No livro Introdução à tecnologia de foguetes (SindCT, 2017), Palmerio faz a seguinte observação sobre o acidente: “Um projeto de foguetes bem conduzido já é uma fonte de perigo. Sem os devidos amparos, os fatores que desencadeiam falhas se avultam”. Para ele, o programa espacial brasileiro só deve ter continuidade se houver condições adequadas para a execução de seus projetos.
O programa do VLS teve duas tentativas anteriores de lançamento, que também falharam. Oficialmente o projeto foi encerrado em 2016, sem obter sucesso em seu intento de lançar um satélite. Na ocasião, o acordo entre as agências espaciais brasileira e alemã para a construção do VLM-1 já estava estabelecido. Segundo Souza, estava claro para a AEB que não havia gente capacitada e recursos financeiros suficientes para levar adiante os dois projetos. Optou-se por priorizar o VLM-1 e executá-lo na medida do possível.
Para alguns especialistas, a opção pelo VLM-1 talvez não tenha sido a mais promissora. “É um projeto de concepção antiquada quando comparado às tendências recentes”, avalia Souza. Hoje, empresas privadas, como as norte-americanas Space X e Virgin Orbit e a francesa Arianespace, estão ocupando o espaço das agências governamentais na colocação de nano e microssatélites em órbita. Uma estratégia comercial dessas empresas é o lançamento conjunto de dezenas desses artefatos, reduzindo o custo operacional.
Além disso, muitas vezes nano e microssatélites vão ao espaço de carona em foguetes maiores, pagando taxas reduzidas ou mesmo gratuitamente, quando a finalidade é a pesquisa acadêmica. Para Palmerio, a AEB também poderia ofertar o lançamento de dezenas de nanossatélites e obter seu espaço em um mercado em franca expansão, mas antes é preciso conquistar a confiança dos potenciais consumidores, com um bem-sucedido voo de seu veículo lançador.

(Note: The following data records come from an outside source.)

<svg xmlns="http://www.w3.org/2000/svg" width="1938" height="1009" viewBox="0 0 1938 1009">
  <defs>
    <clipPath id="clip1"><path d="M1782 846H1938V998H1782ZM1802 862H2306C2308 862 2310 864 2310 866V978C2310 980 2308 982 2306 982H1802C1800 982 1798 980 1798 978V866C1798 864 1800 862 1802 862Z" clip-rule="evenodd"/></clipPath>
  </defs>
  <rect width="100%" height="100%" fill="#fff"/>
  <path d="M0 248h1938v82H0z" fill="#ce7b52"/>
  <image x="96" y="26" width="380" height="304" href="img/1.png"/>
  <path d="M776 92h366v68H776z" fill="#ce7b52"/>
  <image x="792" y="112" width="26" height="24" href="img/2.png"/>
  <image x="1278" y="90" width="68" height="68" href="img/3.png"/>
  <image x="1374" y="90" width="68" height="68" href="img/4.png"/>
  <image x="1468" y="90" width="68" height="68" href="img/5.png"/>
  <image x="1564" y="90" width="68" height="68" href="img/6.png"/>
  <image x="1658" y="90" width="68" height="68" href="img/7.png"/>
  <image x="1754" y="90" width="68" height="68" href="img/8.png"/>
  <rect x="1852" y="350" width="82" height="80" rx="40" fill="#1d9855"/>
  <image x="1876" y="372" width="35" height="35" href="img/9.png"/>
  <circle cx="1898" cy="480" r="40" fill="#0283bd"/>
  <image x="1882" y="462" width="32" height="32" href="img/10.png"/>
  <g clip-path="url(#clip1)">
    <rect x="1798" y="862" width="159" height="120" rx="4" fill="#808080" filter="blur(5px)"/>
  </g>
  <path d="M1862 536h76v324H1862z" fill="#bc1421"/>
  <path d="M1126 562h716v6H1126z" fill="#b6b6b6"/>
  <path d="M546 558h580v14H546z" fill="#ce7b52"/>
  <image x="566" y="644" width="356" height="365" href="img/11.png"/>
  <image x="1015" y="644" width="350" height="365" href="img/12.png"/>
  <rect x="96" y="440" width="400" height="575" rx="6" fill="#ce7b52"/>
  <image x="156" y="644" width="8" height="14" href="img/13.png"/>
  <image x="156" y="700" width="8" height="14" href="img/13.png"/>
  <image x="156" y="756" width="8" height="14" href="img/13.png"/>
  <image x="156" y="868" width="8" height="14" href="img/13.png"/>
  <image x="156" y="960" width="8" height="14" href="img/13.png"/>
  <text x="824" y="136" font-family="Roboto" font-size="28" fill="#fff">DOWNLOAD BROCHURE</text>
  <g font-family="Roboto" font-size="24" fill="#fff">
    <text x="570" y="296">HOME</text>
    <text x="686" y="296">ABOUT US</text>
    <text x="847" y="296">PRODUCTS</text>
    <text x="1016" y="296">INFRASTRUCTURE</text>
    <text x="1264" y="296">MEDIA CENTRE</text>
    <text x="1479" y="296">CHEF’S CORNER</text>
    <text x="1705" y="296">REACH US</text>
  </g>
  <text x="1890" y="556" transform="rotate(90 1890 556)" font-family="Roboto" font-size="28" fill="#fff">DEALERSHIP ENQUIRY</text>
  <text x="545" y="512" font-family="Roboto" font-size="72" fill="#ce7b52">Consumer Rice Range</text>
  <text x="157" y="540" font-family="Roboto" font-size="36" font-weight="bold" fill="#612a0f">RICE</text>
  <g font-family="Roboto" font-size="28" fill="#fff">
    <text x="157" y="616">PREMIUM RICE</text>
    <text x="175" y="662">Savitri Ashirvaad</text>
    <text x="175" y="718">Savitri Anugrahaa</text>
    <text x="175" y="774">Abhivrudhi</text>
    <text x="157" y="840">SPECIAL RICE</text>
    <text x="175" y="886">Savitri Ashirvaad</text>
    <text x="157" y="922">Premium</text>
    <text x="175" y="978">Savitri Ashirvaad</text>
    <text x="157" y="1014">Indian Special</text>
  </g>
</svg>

Em teoria, a construção do VLM-1, com 30 kg de carga útil, é menos complexa que a de seu antecessor, que estava programado para 200 kg de carga útil. O VLS-1 contava com quatro sistemas propulsores, um a mais que o VLM-1. Ambos os foguetes têm altura na casa de 20 metros, mas o VLS-1 tinha 50 t de massa na decolagem, enquanto o VLM-1 pesa pouco mais da metade, 28 t. O VLS-1 também buscava alcançar órbitas mais altas, na casa de 750 km da Terra, mais do que o dobro da meta do VLM-1 (ver tabela acima).
Independentemente do porte, a construção de um lançador de satélites é um projeto complexo e caro. Como define Lacerda, do IAE, um veículo desses voa em condições extremas de velocidade, pressão, vibração e temperatura, fazendo com que seus sistemas tenham de ser fabricados atendendo requisitos muito específicos de massa, resistência estrutural, condições ambientais e desempenho operacional que não são demandados por outros sistemas aeronáuticos. “São poucos os países capazes de desenvolver um veículo lançador”, afirma o militar. “É um objetivo desafiador que estamos perseguindo com determinação.”